YOUR INSTRUCTIONS.
Find every line with the string "Алтуфьевское" in the material below and copy it.

SUPPLIED RECORDS.
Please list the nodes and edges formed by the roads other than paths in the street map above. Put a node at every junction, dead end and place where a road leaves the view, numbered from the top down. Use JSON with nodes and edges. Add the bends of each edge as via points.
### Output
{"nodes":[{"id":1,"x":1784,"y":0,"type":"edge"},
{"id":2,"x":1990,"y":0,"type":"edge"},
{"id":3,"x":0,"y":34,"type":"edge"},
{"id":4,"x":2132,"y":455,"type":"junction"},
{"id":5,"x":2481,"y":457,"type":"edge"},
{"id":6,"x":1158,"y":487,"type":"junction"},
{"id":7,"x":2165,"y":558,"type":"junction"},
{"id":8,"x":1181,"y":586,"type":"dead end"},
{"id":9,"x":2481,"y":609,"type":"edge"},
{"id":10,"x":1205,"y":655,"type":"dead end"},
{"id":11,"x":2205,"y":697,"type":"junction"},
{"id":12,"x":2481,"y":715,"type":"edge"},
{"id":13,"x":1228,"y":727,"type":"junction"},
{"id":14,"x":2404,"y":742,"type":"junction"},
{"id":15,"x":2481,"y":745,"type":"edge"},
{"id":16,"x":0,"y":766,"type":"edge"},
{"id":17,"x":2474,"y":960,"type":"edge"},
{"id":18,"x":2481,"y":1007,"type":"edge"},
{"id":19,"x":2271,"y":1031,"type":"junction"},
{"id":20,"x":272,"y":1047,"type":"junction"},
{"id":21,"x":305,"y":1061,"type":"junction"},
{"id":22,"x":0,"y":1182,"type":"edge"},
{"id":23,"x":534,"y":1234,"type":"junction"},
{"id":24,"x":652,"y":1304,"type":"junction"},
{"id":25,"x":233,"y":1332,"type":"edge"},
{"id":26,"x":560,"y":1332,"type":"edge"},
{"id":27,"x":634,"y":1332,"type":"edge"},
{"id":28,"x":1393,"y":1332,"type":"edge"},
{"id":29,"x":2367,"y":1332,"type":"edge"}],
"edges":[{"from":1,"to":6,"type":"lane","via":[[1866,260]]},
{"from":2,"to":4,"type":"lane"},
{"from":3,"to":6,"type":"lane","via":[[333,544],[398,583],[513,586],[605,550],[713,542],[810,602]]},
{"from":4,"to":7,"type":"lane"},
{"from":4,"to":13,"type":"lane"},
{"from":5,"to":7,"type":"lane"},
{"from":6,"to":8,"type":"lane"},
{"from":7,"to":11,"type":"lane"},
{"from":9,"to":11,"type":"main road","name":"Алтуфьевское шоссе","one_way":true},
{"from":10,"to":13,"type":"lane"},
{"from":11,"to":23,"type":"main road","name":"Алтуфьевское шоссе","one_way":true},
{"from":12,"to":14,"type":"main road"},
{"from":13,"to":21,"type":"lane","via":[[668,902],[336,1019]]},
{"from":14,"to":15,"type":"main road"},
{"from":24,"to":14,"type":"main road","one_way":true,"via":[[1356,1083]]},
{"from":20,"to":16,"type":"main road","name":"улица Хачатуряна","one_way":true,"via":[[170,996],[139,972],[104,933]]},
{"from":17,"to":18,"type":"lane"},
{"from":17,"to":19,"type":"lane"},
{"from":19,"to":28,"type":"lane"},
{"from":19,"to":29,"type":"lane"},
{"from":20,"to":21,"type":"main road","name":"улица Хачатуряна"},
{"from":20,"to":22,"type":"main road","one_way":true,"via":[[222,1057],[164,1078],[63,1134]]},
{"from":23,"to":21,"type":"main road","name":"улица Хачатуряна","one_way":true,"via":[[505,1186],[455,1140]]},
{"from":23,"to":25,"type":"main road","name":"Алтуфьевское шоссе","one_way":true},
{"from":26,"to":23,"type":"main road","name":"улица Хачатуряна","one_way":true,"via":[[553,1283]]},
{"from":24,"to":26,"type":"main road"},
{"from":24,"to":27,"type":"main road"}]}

TASK ANSWER.
{"from":9,"to":11,"type":"main road","name":"Алтуфьевское шоссе","one_way":true},
{"from":11,"to":23,"type":"main road","name":"Алтуфьевское шоссе","one_way":true},
{"from":23,"to":25,"type":"main road","name":"Алтуфьевское шоссе","one_way":true},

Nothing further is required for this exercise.